Iraque: Libertação de Mossul aos jihadistas deixa cidade praticamente em ruínas


O primeiro-ministro iraquiano anunciou, no passado domingo, a libertação total da cidade de Mossul das mãos dos jihadistas do auto-proclamado “Estado Islâmico”, após uma campanha militar que durou cerca de nove meses.

Esta libertação foi conseguida após intensas batalhas que causaram a destruição quase completa da cidade, em especial dos bairros mais antigos e centrais que foram o último reduto dos jihadistas. Além da destruição da chamada “cidade velha”, a libertação de Mossul causou milhares de mortos e, calcula-se, cerca de 1 milhão de deslocados internos.

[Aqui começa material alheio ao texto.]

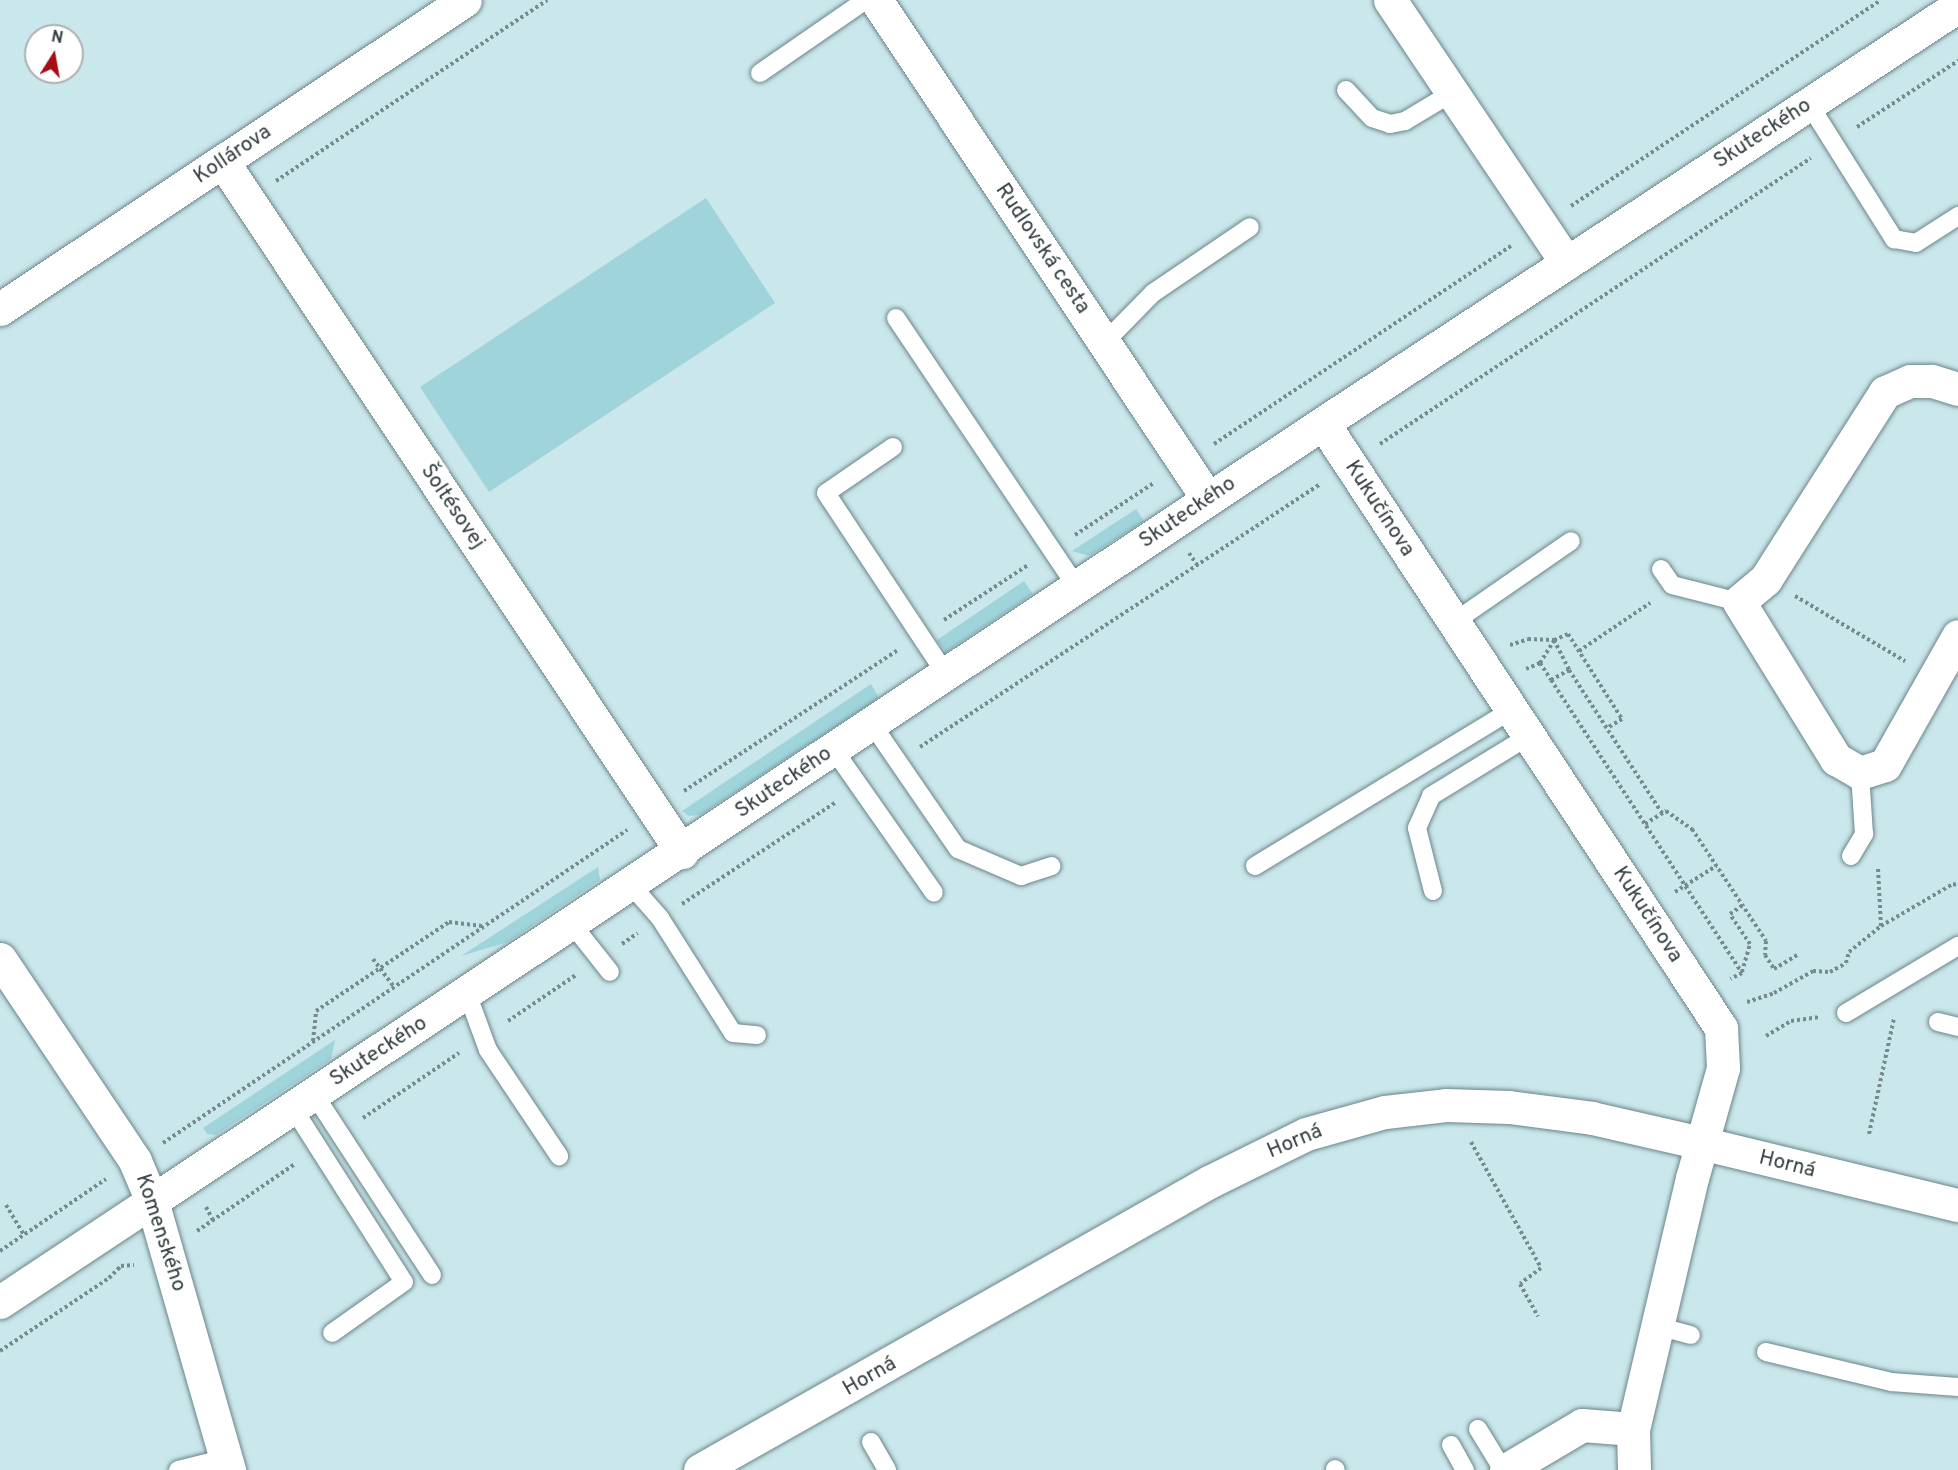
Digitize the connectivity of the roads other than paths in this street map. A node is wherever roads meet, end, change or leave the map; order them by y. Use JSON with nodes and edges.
{"nodes":[{"id":1,"x":465,"y":0,"type":"edge"},
{"id":2,"x":866,"y":0,"type":"edge"},
{"id":3,"x":876,"y":0,"type":"edge"},
{"id":4,"x":1390,"y":0,"type":"edge"},
{"id":5,"x":1958,"y":6,"type":"edge"},
{"id":6,"x":760,"y":73,"type":"dead end"},
{"id":7,"x":1346,"y":90,"type":"dead end"},
{"id":8,"x":1452,"y":93,"type":"junction"},
{"id":9,"x":1809,"y":104,"type":"junction"},
{"id":10,"x":223,"y":162,"type":"junction"},
{"id":11,"x":1958,"y":216,"type":"edge"},
{"id":12,"x":1250,"y":227,"type":"dead end"},
{"id":13,"x":1567,"y":263,"type":"junction"},
{"id":14,"x":0,"y":309,"type":"edge"},
{"id":15,"x":896,"y":318,"type":"dead end"},
{"id":16,"x":1104,"y":343,"type":"junction"},
{"id":17,"x":1958,"y":389,"type":"edge"},
{"id":18,"x":1323,"y":423,"type":"junction"},
{"id":19,"x":893,"y":447,"type":"dead end"},
{"id":20,"x":1208,"y":499,"type":"junction"},
{"id":21,"x":1571,"y":541,"type":"dead end"},
{"id":22,"x":1661,"y":569,"type":"dead end"},
{"id":23,"x":1077,"y":587,"type":"junction"},
{"id":24,"x":1740,"y":602,"type":"junction"},
{"id":25,"x":1454,"y":622,"type":"junction"},
{"id":26,"x":1958,"y":636,"type":"edge"},
{"id":27,"x":946,"y":674,"type":"junction"},
{"id":28,"x":1520,"y":723,"type":"junction"},
{"id":29,"x":872,"y":724,"type":"junction"},
{"id":30,"x":834,"y":750,"type":"junction"},
{"id":31,"x":1860,"y":773,"type":"junction"},
{"id":32,"x":682,"y":852,"type":"junction"},
{"id":33,"x":1851,"y":856,"type":"dead end"},
{"id":34,"x":1052,"y":866,"type":"dead end"},
{"id":35,"x":1255,"y":866,"type":"dead end"},
{"id":36,"x":631,"y":885,"type":"junction"},
{"id":37,"x":1433,"y":891,"type":"dead end"},
{"id":38,"x":934,"y":893,"type":"dead end"},
{"id":39,"x":572,"y":924,"type":"junction"},
{"id":40,"x":1958,"y":946,"type":"edge"},
{"id":41,"x":0,"y":959,"type":"edge"},
{"id":42,"x":605,"y":966,"type":"road end"},
{"id":43,"x":467,"y":993,"type":"junction"},
{"id":44,"x":1846,"y":1013,"type":"road end"},
{"id":45,"x":1938,"y":1022,"type":"road end"},
{"id":46,"x":1958,"y":1026,"type":"edge"},
{"id":47,"x":757,"y":1035,"type":"dead end"},
{"id":48,"x":304,"y":1101,"type":"junction"},
{"id":49,"x":1701,"y":1143,"type":"junction"},
{"id":50,"x":559,"y":1156,"type":"dead end"},
{"id":51,"x":152,"y":1201,"type":"junction"},
{"id":52,"x":1958,"y":1205,"type":"edge"},
{"id":53,"x":432,"y":1275,"type":"dead end"},
{"id":54,"x":0,"y":1302,"type":"edge"},
{"id":55,"x":1657,"y":1326,"type":"junction"},
{"id":56,"x":332,"y":1333,"type":"dead end"},
{"id":57,"x":1691,"y":1335,"type":"dead end"},
{"id":58,"x":1766,"y":1352,"type":"dead end"},
{"id":59,"x":1958,"y":1387,"type":"edge"},
{"id":60,"x":1633,"y":1429,"type":"junction"},
{"id":61,"x":1478,"y":1430,"type":"dead end"},
{"id":62,"x":872,"y":1442,"type":"dead end"},
{"id":63,"x":1451,"y":1445,"type":"dead end"},
{"id":64,"x":228,"y":1464,"type":"edge"},
{"id":65,"x":178,"y":1470,"type":"edge"},
{"id":66,"x":700,"y":1470,"type":"edge"},
{"id":67,"x":887,"y":1470,"type":"edge"},
{"id":68,"x":1465,"y":1470,"type":"edge"},
{"id":69,"x":1504,"y":1470,"type":"edge"},
{"id":70,"x":1634,"y":1470,"type":"edge"}],
"edges":[{"from":1,"to":10,"type":"street","name":"Kollárova"},
{"from":2,"to":6,"type":"lane"},
{"from":3,"to":16,"type":"street","name":"Rudlovská cesta"},
{"from":4,"to":8,"type":"street"},
{"from":5,"to":9,"type":"street","name":"Skuteckého"},
{"from":7,"to":8,"type":"lane"},
{"from":8,"to":13,"type":"street"},
{"from":9,"to":11,"type":"lane"},
{"from":9,"to":13,"type":"street","name":"Skuteckého"},
{"from":10,"to":14,"type":"street","name":"Kollárova"},
{"from":10,"to":32,"type":"street","name":"Šoltésovej"},
{"from":12,"to":16,"type":"lane"},
{"from":13,"to":18,"type":"street","name":"Skuteckého"},
{"from":15,"to":23,"type":"lane"},
{"from":16,"to":20,"type":"street","name":"Rudlovská cesta"},
{"from":17,"to":24,"type":"street"},
{"from":18,"to":20,"type":"street","name":"Skuteckého"},
{"from":18,"to":25,"type":"street","name":"Kukučínova"},
{"from":19,"to":27,"type":"lane"},
{"from":20,"to":23,"type":"street","name":"Skuteckého"},
{"from":21,"to":25,"type":"lane"},
{"from":22,"to":24,"type":"lane"},
{"from":23,"to":27,"type":"street","name":"Skuteckého"},
{"from":24,"to":31,"type":"street"},
{"from":25,"to":28,"type":"street","name":"Kukučínova"},
{"from":26,"to":31,"type":"street"},
{"from":27,"to":29,"type":"street","name":"Skuteckého"},
{"from":28,"to":35,"type":"lane"},
{"from":28,"to":37,"type":"lane"},
{"from":28,"to":49,"type":"street","name":"Kukučínova"},
{"from":29,"to":30,"type":"street","name":"Skuteckého"},
{"from":29,"to":34,"type":"lane"},
{"from":30,"to":32,"type":"street","name":"Skuteckého"},
{"from":30,"to":38,"type":"lane"},
{"from":31,"to":33,"type":"lane"},
{"from":32,"to":36,"type":"street","name":"Skuteckého"},
{"from":36,"to":39,"type":"street","name":"Skuteckého"},
{"from":36,"to":47,"type":"lane"},
{"from":39,"to":42,"type":"lane"},
{"from":39,"to":43,"type":"street","name":"Skuteckého"},
{"from":40,"to":44,"type":"lane"},
{"from":41,"to":51,"type":"street","name":"Komenského"},
{"from":43,"to":48,"type":"street","name":"Skuteckého"},
{"from":43,"to":50,"type":"lane"},
{"from":45,"to":46,"type":"lane"},
{"from":48,"to":51,"type":"street","name":"Skuteckého"},
{"from":48,"to":53,"type":"lane"},
{"from":48,"to":56,"type":"lane"},
{"from":49,"to":52,"type":"street","name":"Horná"},
{"from":49,"to":55,"type":"street","name":"Kukučínova"},
{"from":49,"to":66,"type":"street","name":"Horná"},
{"from":51,"to":54,"type":"street","name":"Skuteckého"},
{"from":51,"to":64,"type":"street","name":"Komenského"},
{"from":55,"to":57,"type":"lane"},
{"from":55,"to":60,"type":"street","name":"Kukučínova"},
{"from":58,"to":59,"type":"lane"},
{"from":60,"to":69,"type":"street"},
{"from":60,"to":70,"type":"street","name":"Kukučínova"},
{"from":61,"to":69,"type":"lane"},
{"from":62,"to":67,"type":"lane"},
{"from":63,"to":68,"type":"lane"},
{"from":64,"to":65,"type":"lane"}]}
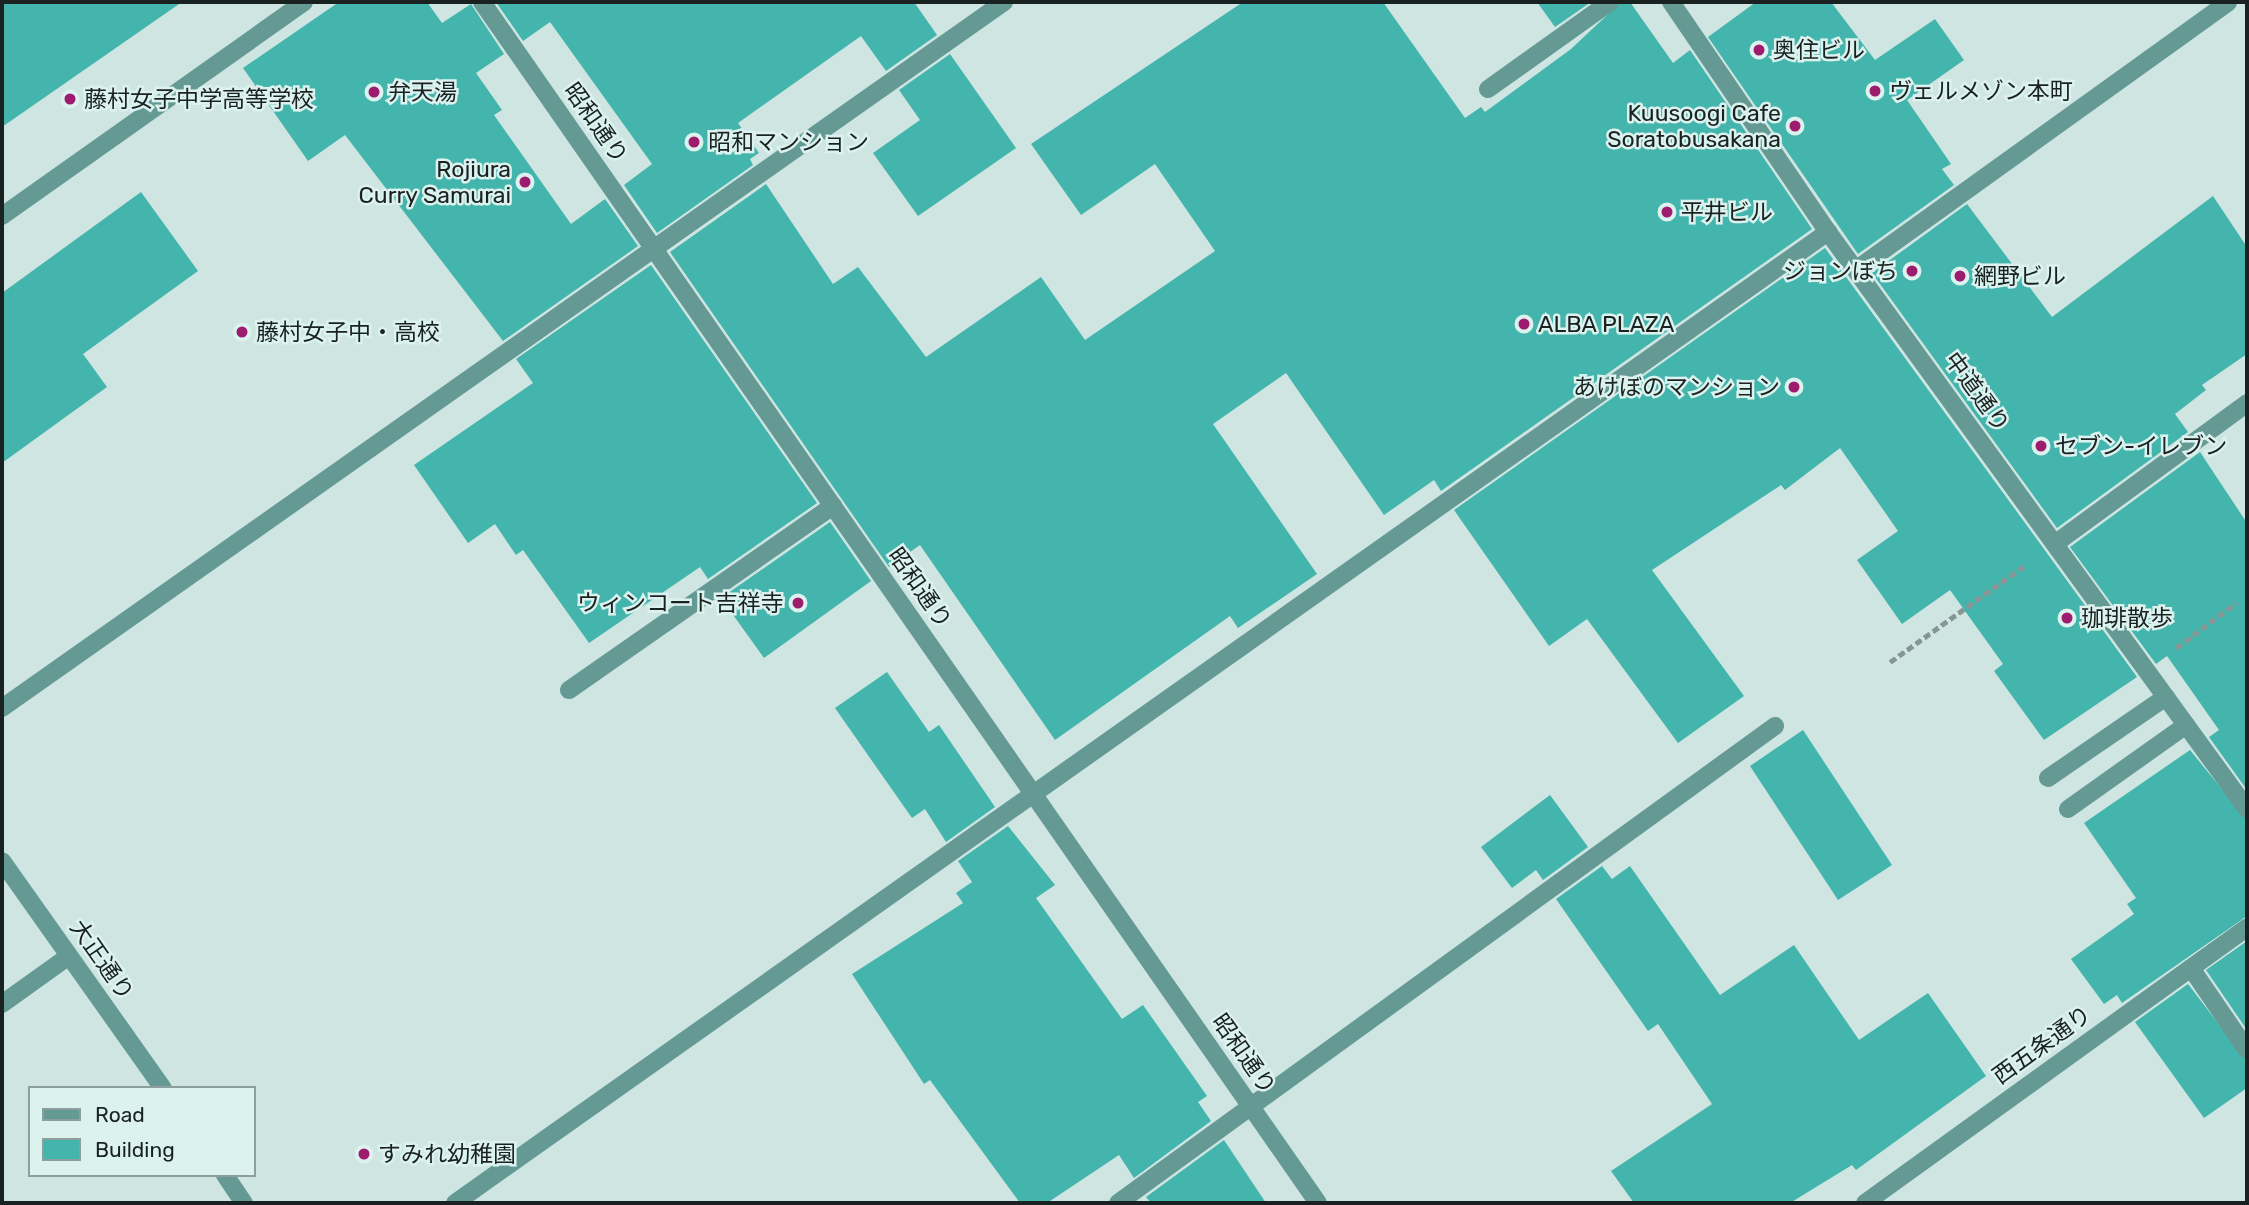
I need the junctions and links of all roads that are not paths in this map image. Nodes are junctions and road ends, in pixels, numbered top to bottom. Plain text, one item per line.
1 (304, 2) edge
2 (482, 2) edge
3 (1004, 2) edge
4 (1610, 2) edge
5 (1671, 2) edge
6 (2228, 2) edge
7 (1488, 89) dead end
8 (2, 216) edge
9 (1828, 232) junction
10 (655, 250) junction
11 (1857, 270) junction
12 (2247, 403) edge
13 (833, 506) junction
14 (2056, 543) junction
15 (569, 690) dead end
16 (2166, 697) junction
17 (2, 708) edge
18 (1774, 726) dead end
19 (2186, 726) junction
20 (2048, 778) dead end
21 (1034, 795) junction
22 (2068, 809) dead end
23 (2247, 809) edge
24 (2, 861) edge
25 (2247, 927) edge
26 (69, 956) junction
27 (2191, 968) junction
28 (2, 1004) edge
29 (2247, 1050) edge
30 (162, 1086) edge
31 (1253, 1110) junction
32 (226, 1177) edge
33 (244, 1203) edge
34 (455, 1203) edge
35 (1118, 1203) edge
36 (1318, 1203) edge
37 (1865, 1203) edge

1 - 8 street
2 - 10 street, 昭和通り
3 - 10 street
4 - 7 street
5 - 9 street, 中道通り
6 - 11 street
9 - 11 street, 中道通り
9 - 21 street
10 - 13 street, 昭和通り
10 - 17 street
11 - 14 street, 中道通り
12 - 14 street
13 - 15 street
13 - 21 street, 昭和通り
14 - 16 street, 中道通り
16 - 19 street, 中道通り
16 - 20 street
18 - 31 street
19 - 22 street
19 - 23 street, 中道通り
21 - 31 street, 昭和通り
21 - 34 street
24 - 26 street, 大正通り
25 - 27 street, 西五条通り
26 - 28 street
26 - 30 street, 大正通り
27 - 29 street
27 - 37 street, 西五条通り
31 - 35 street
31 - 36 street, 昭和通り
32 - 33 street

Desconhece-se ainda o número de baixas entre as forças iraquianas e internacionais utilizadas nesta operação, mas, segundo o Departamento de Defesa dos Estados Unidos – país que colaborou activamente nesta campanha – “o serviço iraquiano de combate ao terrorismo perdeu 40 por cento de suas forças”.

Além da perda de Mossul – a cidade onde há cerca de três anos Abu al-Baghdadi, líder do auto-proclamado “Estado Islâmico”, proclamou a instauração de um “califado” em vastas regiões do Iraque e da Síria –, os jihadistas estão a braços também com uma poderosa campanha militar – também com apoio dos EUA – contra a cidade de Raqqa.

Esta cidade, situada na Síria, é considerada como a capital “de facto” dos jihadistas e na operação militar em curso para a sua libertação participam forças curdas, tal como já ocorrera com a reconquista de Mossul.